Castle disse num tom entre sexy e animado, vendo Kate entrar pela porta.
Kate: Lamento te decepcionar, Castle, mas eu não comprei uma fantasia sexy de arqueóloga.
Castle: Não? – ele perguntou ainda meio sem acreditar. Sabia que Kate era de fazer surpresas.
Kate: Não. – ela falou séria, trancando a porta. Quando se virou, encontrou os olhos desanimados do marido. Beijou-o no rosto e passou reto, indo em direção à cozinha. Castle se deu conta que realmente não havia nenhuma sacola com ela.
Castle: Então onde você estava até agora?
Kate: No meu apartamento, assinando uns papéis.
Castle: Ah...
Kate: As castanhas não ficavam aqui? – ela olhou procurando no armário.
Castle: Não amor, aqui nessa. – ele a virou.
Kate: Eu poderia jurar que era ali naquela outra porta.
Castle: E era, até semana passada, mas eu mudei.
Kate: Por que? Todos os aperitivos ficam ali.
Castle: Porque aqui é mais perto da cerveja.

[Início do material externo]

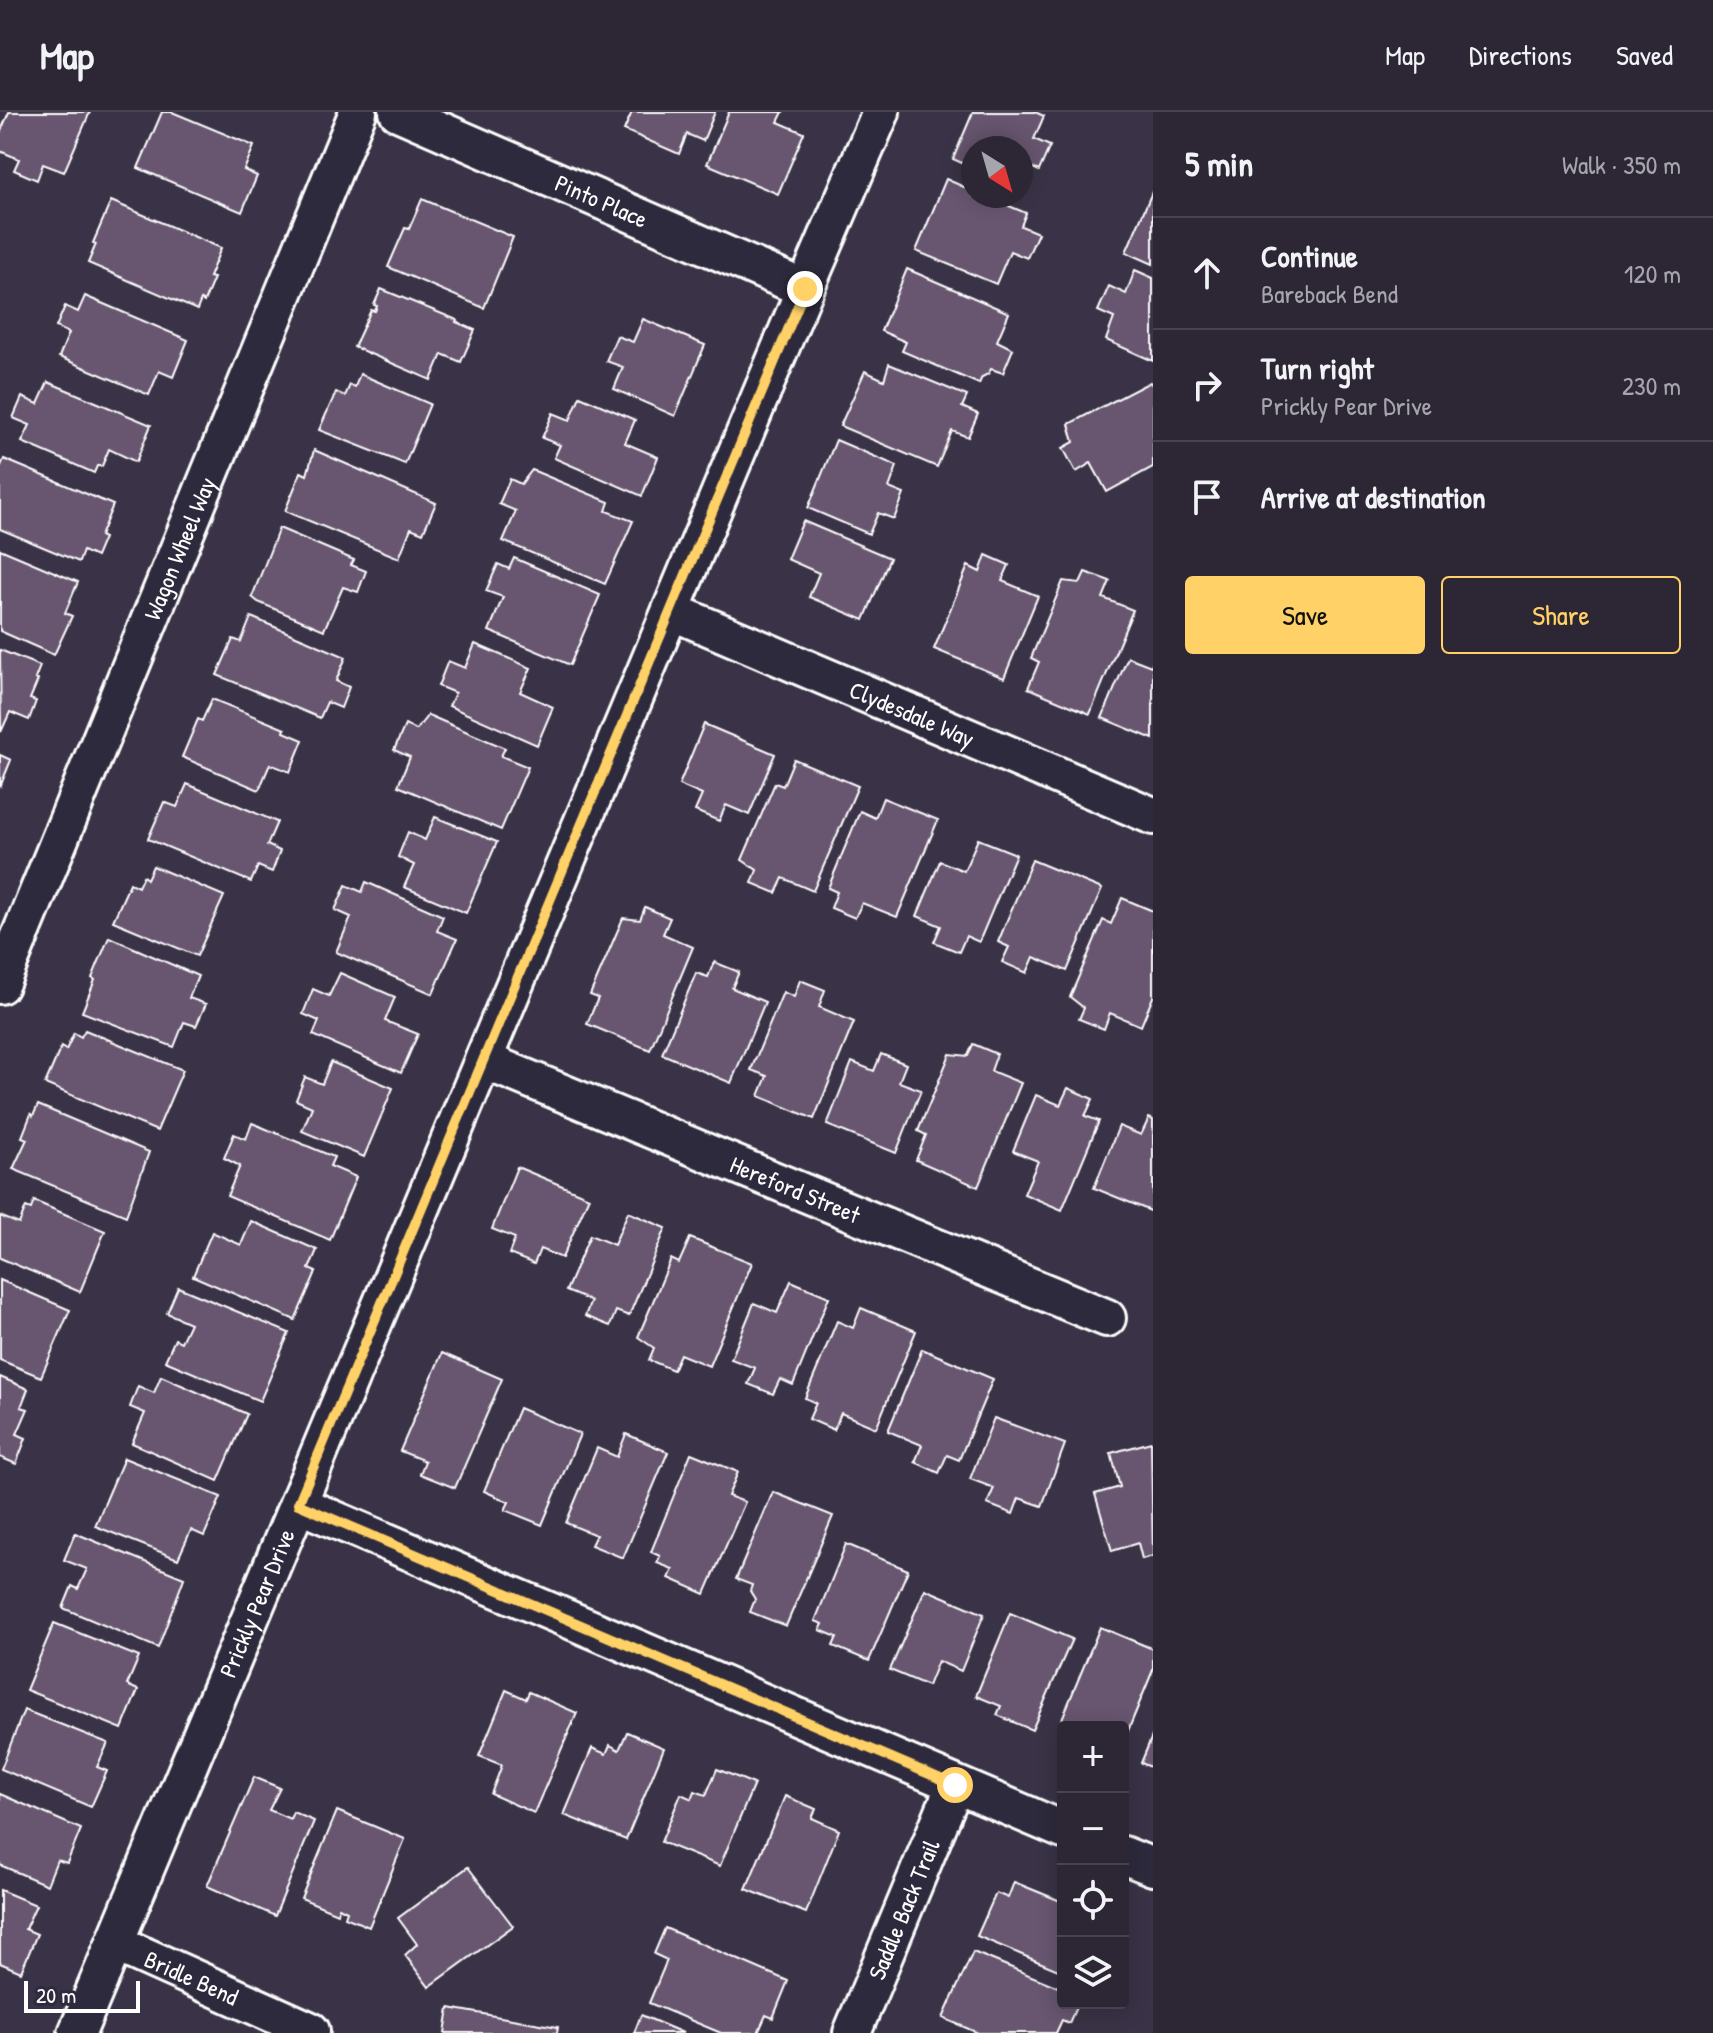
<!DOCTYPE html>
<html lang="en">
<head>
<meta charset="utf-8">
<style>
	body { margin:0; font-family:"Patrick Hand",sans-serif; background:#383241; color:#f1f3f6 }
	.controls { position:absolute; right:24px; bottom:24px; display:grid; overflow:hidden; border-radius:8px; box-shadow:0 4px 20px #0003 }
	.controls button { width:72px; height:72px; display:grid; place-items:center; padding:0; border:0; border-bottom:2px solid #484350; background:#2c2635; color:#f1f3f6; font:40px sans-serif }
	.compass { position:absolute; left:961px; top:24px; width:72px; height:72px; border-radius:50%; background:#2c2635; box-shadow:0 4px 20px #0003; rotate:143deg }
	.scale { position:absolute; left:24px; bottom:20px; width:116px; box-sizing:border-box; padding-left:8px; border:4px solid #fff; border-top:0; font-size:22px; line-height:28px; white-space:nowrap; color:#fff; -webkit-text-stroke:6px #2f2a3d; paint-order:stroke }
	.stop { position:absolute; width:24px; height:24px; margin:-18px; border:6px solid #ffd166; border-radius:50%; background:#fff }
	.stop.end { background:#ffd166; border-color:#fff; box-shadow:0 2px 8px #0008 }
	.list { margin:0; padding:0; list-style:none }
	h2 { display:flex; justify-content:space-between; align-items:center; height:104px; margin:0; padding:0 32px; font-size:34px }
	h2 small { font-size:26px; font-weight:400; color:#a6a5ad }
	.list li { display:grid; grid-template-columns:52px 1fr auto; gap:24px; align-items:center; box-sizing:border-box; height:112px; padding:0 32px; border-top:2px solid #484350 }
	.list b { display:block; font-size:30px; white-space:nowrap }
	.list p { margin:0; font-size:26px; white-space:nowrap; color:#a6a5ad }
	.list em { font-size:26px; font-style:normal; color:#a6a5ad }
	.actions { display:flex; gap:16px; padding:24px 32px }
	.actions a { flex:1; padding:18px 0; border:2px solid #ffd166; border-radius:8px; text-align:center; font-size:28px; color:#ffd166 }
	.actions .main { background:#ffd166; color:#111 }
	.icon { flex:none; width:44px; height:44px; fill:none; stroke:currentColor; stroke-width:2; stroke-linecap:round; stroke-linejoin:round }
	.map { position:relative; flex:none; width:1153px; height:1921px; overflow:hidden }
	header { display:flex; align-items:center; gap:48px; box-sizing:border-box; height:112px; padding:0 40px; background:#2c2635; border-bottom:2px solid #484350 }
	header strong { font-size:38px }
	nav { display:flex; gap:44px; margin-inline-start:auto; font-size:28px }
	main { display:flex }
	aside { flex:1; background:#2c2635 }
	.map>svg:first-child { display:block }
	.building { fill:#685670; stroke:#fff; stroke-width:2 }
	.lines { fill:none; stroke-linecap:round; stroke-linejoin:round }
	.minor-casing { stroke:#fff; stroke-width:42 }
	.minor { stroke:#2f2a3d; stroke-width:36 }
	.route { stroke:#ffd166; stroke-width:10 }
	.labels { text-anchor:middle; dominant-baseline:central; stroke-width:6; stroke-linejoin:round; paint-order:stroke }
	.street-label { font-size:24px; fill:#fff; stroke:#2f2a3d }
</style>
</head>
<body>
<header>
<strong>Map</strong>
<nav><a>Map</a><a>Directions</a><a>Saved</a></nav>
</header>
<main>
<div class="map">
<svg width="1153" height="1921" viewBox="0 0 1153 1921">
	<rect width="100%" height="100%" fill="#3a3347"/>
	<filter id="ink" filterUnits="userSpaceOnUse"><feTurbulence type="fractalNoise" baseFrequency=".0125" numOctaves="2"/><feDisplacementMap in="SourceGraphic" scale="16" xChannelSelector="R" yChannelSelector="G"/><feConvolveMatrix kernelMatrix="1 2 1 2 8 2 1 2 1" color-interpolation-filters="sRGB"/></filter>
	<g filter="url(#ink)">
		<g class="building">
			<path d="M9,0h81l-26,60 -21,-8 -6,16 -23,-10 5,-11 -19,-8v-18z"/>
			<path d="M162,0h10l82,34 -10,24 13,6 -15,36 -104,-44z"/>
			<path d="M632,0h83l-12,29 -16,-7 -8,20 -55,-24z"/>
			<path d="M729,0h54l-5,10 26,11 -26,61 -71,-30z"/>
			<path d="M973,0h62l9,4 -10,23 16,7 -11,25 -15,-7 -3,7v-23h-48v20l-20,-9z"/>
			<path d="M946,67l27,12v5h12l41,17 -5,13 17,7 -11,25 -17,-7 -14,33 -80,-33z"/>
			<path d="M1153,78v74l-27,-12z"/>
			<path d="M422,87l91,38 -29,71 -96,-41 17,-39 4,1z"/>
			<path d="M111,89l110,47 -12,29 5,1 -10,24 -3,-2 -4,10 -109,-47 8,-19 -3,-1z"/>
			<path d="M907,157l102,44 -12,28 16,8 -10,24 -12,-4 -3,5 -6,3 -3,7 -77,-33 4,-9 -25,-11z"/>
			<path d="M1135,158l18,8v83l-47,-21 8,-22 -16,-7 11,-25 17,8z"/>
			<path d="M381,177l76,31 -1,2 19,8 -14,32 -19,-8 -11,26 -77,-33 17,-37 4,1 2,-5 -3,-1z"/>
			<path d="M85,184l103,44 -15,37 -14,-6 -10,24 -90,-38 10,-24 -13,-6 9,-21 13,6z"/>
			<path d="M643,207l62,26 -30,71 -61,-27 9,-22 -17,-6 11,-25 16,6z"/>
			<path d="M889,252l78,32 -5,11 16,7 -10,23 -16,-6 -15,36 -97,-41 25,-55 19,9z"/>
			<path d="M360,262l70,30 -25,60 -86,-34 17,-38 9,4 5,-11 5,2z"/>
			<path d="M48,270l103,43 -15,37 -27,-13 -7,17h-5l-3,7 -72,-31 8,-17 -17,-7 9,-21 16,7z"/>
			<path d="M1150,270l3,4v81l-46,25 -16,-29 -15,9 -13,-24 11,-6 -5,-18z"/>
			<path d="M580,284l55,24 -10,23 33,14 -16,39 -88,-38 6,-13 -18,-7 11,-25 17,7z"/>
			<path d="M836,328l61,26 -8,22 15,6 -10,25 -16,-6 -9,21 -61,-26z"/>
			<path d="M314,338l122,53 -13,30 -12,-5 -12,30 -114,-47 16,-39 6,3z"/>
			<path d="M4,347l109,46 -13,31 4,2 -8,19 -13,-6 -4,11 -79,-33v-61z"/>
			<path d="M532,358l77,32 -3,9 27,10 -28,63 -102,-43 13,-30 -17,-7 11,-25 11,5z"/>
			<path d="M803,409l87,37 -26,62 -55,-23 10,-24 -32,-14z"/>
			<path d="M279,416l75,32 -3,5 15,6 -8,21 -15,-5 -19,43 -66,-28 -6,-5z"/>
			<path d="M0,437l78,33 -13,31 7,3 -18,39 -54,-24z"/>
			<path d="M986,443l23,10 -7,16 36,15 -34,82 -70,-29 34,-83 12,6z"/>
			<path d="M514,446l86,37 -30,70 -81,-34 14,-34 -17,-6 12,-27 11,5z"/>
			<path d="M1085,460l25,9 -7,17 30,12 -43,104 -62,-26 11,-26 -8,-4 32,-77 17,2z"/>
			<path d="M251,505l95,40 -10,24 13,6 -8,21 -14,-6 -7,16 -103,-43 16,-36 8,3z"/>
			<path d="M475,532l56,24 -11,24 33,15 -16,38 -88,-39 6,-13 -17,-7 10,-25 17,7z"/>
			<path d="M0,538l40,16 -5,13 3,1 -8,19 6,2 -7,19 -19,-8 -9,20z"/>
			<path d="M1128,545l23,9 2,-5v78l-51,-21z"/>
			<path d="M212,587l73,30 -1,3 19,8 -13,32 -20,-8 -11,26 -77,-33 16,-38 4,2z"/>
			<path d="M428,603l77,33 -4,8 27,11 -27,63 -103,-44 12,-29 -16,-7 11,-25 11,5z"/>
			<path d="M704,612l71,30 -26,61 -23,-10 -7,16 -24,-10 7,-16 -23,-10z"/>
			<path d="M0,643l11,5 -11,27z"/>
			<path d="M794,647l64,27 -45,105 -30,-13 -7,15 -24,-10 5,-13 -15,-10 33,-77 8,3z"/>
			<path d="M187,672l90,38 -10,23 13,6 -8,21 -14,-6 -7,16 -103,-43 16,-37 13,5z"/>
			<path d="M883,686l55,22 -41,97 -35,-14 -7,15 -24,-10 6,-16 -9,-4 32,-77 15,7z"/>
			<path d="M435,705l62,25 -31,71 -62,-26 10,-22 -16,-8 10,-25 17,8z"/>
			<path d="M978,727l38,15 -37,88 -13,-6 -7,16 -25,-10 7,-16 -24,-10 23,-55 24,10z"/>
			<path d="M1032,748l70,29 -35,82 -33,-14 -7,16 -25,-11 7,-15 -11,-5z"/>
			<path d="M153,754l71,30 -27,60 -84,-35 17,-38 8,4 5,-11 4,3z"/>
			<path d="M366,770l77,34 -6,15 20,8 -24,55 -97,-42 15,-35 -16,-7 11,-25 16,7z"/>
			<path d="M1122,786l31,13v86l-12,29 -31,-13 -6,16 -25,-10 5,-11 -14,-11 33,-77 8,4z"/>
			<path d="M645,795l25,11 -7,16 30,13 -43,103 -63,-26 11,-26 -8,-3 33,-77 17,2z"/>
			<path d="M109,825l89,39 -9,22 17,6 -10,22 -12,-4 -10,25 -92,-35 13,-32 -3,-2z"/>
			<path d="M714,850l25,10 -7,16 33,14 -34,81 -69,-29 34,-81 12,4z"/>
			<path d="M340,861l55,24 -10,24 33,13 -17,39 -88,-38 6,-14 -16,-7 10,-25 16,7z"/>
			<path d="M800,868l25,10 -6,17 35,15 -40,97 -55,-23 8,-20 -16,-6 32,-78 11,5z"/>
			<path d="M85,918l98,40 -26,61 -112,-47 16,-37 5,3 8,-17 7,4z"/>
			<path d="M973,932l24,10 -6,17 30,12 -43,104 -62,-27 10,-25 -8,-4 32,-77 18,2z"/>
			<path d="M881,942l25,10 -7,18 22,8 -25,63 -69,-28 25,-63 22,9z"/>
			<path d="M331,950l62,26 -29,69 -62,-26 10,-24 -16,-7 9,-23 17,7z"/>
			<path d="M1068,976l25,11 -8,17 14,5 -37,89 -38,-16 14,-33 -25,-10 23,-56 24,10z"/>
			<path d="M38,993l111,47 -23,64 -113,-47 14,-30 -5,-2 9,-23 2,2z"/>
			<path d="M1149,1006l4,2v92l-59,-24 25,-62 22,9z"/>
			<path d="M252,1011l82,34 -4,9 26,11 -26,63 -103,-44 13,-30 -16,-8 10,-24 12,5z"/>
			<path d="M517,1055l72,30 -27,61 -22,-9 -6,15 -25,-10 6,-16 -23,-9z"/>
			<path d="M34,1089l71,30 -25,61 -80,-34v-42l19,8 7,-17 5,2z"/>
			<path d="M628,1100l38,16 -37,88 -13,-5 -6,15 -25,-10 6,-15 -25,-10 24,-56 24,10z"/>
			<path d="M251,1109l66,29 -8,19 7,3 -21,48 -102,-44 19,-44 29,13z"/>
			<path d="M690,1126l62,25 -43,103 -29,-12 -7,16 -24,-10 5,-12 -16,-11 33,-78 8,4z"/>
			<path d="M0,1168l70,30 -29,67 -41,-17z"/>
			<path d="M791,1169l38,16 -36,88 -13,-6 -7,15 -25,-10 7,-16 -24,-9 23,-56 23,10z"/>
			<path d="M178,1175l111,46 -29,68 -95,-40 10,-22 6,3 9,-19 -23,-10z"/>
			<path d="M861,1196l55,23 -40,97 -35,-15 -7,17 -25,-11 7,-16 -11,-5 32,-77 16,7z"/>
			<path d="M922,1237l71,30 -34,81 -12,-5 -8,18 -24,-11 7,-17 -34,-14z"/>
			<path d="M442,1241l60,26 -47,109 -35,-14 5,-13 -25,-10z"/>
			<path d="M161,1264l86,38 -29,67 -86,-38 13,-30 -15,-6 8,-21 16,7z"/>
			<path d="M0,1265l28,12 -7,18 7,2 -11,25 9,4 -10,26 -16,-7z"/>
			<path d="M519,1296l61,26 -38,91 -37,-15 4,-8 -25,-11z"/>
			<path d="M994,1306l71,26 -23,62 -23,-8 -6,16 -26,-10 7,-16 -24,-9z"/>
			<path d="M626,1322l42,18 -45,106 -32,-13 5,-10 -30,-12 31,-75 20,9z"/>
			<path d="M1151,1330l2,114 -11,3 -4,-16 -26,8 -17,-57 25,-7 -9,-34z"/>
			<path d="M691,1341l47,19 -10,24 17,6 -40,92 -36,-16 4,-9 -16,-6 3,-7 -9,-4z"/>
			<path d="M124,1346l97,39 -17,39 -13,-6 -13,29 -83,-33z"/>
			<path d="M773,1380l60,24 -47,110 -36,-14 5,-13 -5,-8 2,-6 -16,-6z"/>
			<path d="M75,1421l109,45 -26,70 -95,-40 9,-22 6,3 9,-20 -23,-9z"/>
			<path d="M846,1432l62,26 -39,91 -36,-15 4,-9 -17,-7 3,-6 -8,-3z"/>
			<path d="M925,1477l59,25 -23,57 -23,-10 -10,25 -38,-16z"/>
			<path d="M1010,1501l62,26 -40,91 -35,-15 4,-9 -25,-10z"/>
			<path d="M54,1511l85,34 -12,28 11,5 -16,39 -96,-39z"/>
			<path d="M1100,1515l53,22v21l-30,73v-16l-64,-1z"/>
			<path d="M506,1578l20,9 3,-7 48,21 -43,100 -43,-19 11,-29 -23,-9z"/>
			<path d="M24,1598l84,33 -11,24 10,4 -16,36 -90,-38z"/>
			<path d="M627,1620l37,16 -38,92 -62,-25 28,-67 14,6 4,-9 9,5z"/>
			<path d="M1153,1622v34l-12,-5z"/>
			<path d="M717,1657l37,15 -34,82 -59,-24 20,-48 11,5 3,-8 11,4z"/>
			<path d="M254,1665l26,11 -11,22 21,9 3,-7 21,9 -39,95 -68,-30z"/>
			<path d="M0,1682l81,35 -14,34 -10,-3 -10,25 -47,-20z"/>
			<path d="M785,1684l31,13 -4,9 27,12 -33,83 -60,-24z"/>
			<path d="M337,1699l68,28 -36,88 -24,-10 2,-6 -8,-4 -2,6 -36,-15z"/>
			<path d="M468,1755l45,59 -84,61 -24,-32 12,-11 -19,-26z"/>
			<path d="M1014,1770l49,20v70l-86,-36 19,-43 12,5z"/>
			<path d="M0,1778l36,15 -11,24 12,5 -16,38 -21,-9z"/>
			<path d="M665,1816l123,53 -15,37 -7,-3 -8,18h-37l-72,-30 18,-43 -13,-6z"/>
			<path d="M973,1840l90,37v14h15l-9,20 -7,-3 -6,13h-78l-35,-15z"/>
			<path d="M449,1896l109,19 -1,6h-112z"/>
			<path d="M641,1903l42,18h-49z"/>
		</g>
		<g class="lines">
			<defs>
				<g id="minor">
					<path id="s1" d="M398,0l407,177"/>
					<path id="s2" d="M671,499l482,205"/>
					<path id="s3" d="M0,873l358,-873"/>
					<path id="s4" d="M483,948l624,258"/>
					<path d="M298,1392l765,326"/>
					<path d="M1123,1743l30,12"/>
					<path id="s5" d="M115,1831l196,88"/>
					<path id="s6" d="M77,1921l728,-1744 76,-177"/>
					<path id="s7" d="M852,1921l103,-248"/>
				</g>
			</defs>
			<use href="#minor" class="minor-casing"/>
			<use href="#minor" class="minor"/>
		</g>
	</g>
	<g class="lines" filter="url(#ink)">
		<path class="route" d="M805,177l-507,1215 657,281"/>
	</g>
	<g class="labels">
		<g class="street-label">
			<text stroke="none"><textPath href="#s1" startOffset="222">Pinto Place</textPath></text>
			<text stroke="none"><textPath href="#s3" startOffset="472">Wagon Wheel Way</textPath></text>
			<text stroke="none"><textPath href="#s2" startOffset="262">Clydesdale Way</textPath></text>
			<text stroke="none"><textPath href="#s4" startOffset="338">Hereford Street</textPath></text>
			<text stroke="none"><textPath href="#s6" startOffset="466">Prickly Pear Drive</textPath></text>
			<text stroke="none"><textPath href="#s7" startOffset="134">Saddle Back Trail</textPath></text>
			<text stroke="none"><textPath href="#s5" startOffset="84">Bridle Bend</textPath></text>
		</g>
	</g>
</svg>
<div class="controls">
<button>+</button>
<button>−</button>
<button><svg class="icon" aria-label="locate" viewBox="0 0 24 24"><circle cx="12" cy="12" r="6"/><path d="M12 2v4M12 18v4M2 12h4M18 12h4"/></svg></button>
<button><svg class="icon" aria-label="layers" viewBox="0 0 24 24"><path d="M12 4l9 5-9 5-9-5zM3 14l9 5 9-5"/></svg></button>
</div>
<svg class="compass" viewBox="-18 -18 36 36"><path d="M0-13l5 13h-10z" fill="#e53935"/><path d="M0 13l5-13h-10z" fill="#a6a5ad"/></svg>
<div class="scale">20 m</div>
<div class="stop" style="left:955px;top:1673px"></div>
<div class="stop end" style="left:805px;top:177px"></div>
</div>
<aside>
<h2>5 min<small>Walk · 350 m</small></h2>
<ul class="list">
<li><svg class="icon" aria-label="ahead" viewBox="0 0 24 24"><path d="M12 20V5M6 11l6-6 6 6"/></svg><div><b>Continue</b><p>Bareback Bend</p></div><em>120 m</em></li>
<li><svg class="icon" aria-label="right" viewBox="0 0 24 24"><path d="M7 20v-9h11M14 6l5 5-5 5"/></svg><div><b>Turn right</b><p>Prickly Pear Drive</p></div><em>230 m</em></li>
<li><svg class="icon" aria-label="arrive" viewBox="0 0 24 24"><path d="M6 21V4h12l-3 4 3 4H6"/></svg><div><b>Arrive at destination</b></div></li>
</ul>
<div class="actions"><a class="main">Save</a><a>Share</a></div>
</aside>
</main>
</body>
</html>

Kate: Eu nunca vou entender sua lógica, Castle. – ela abriu um saco de castanhas e começou a comer.
Castle: Aconteceu alguma coisa? – ele notou o tom irritado dela.
Kate: É a tpm.
Castle: Nada que não se cure com uma boa sessão de “Duro de Morrer”! Você está lembrando da nossa sessão, não está?
Kate: Sim, claro. – ela sentou-se num banco e continuou a comer – Sabe amor, hoje quando eu estava no meu apartamento comecei a me lembrar de algumas coisas e...
Castle: Branco ou tinto?
Kate: O que?
Castle: Nosso vinho, branco ou tinto?
Kate: Ah... É... branco.
Castle: Ok, branco. Você estava dizendo que se lembrou de algo hoje?
Kate: Ah, não foi nada...
Castle: Ok, então enquanto você toma banho eu preparo nosso cinema lá no quarto – ele piscou – vai ser uma noite e tanto!
Kate: É, vai... – ela sorriu um tanto quanto desanimada, e foi para o banho.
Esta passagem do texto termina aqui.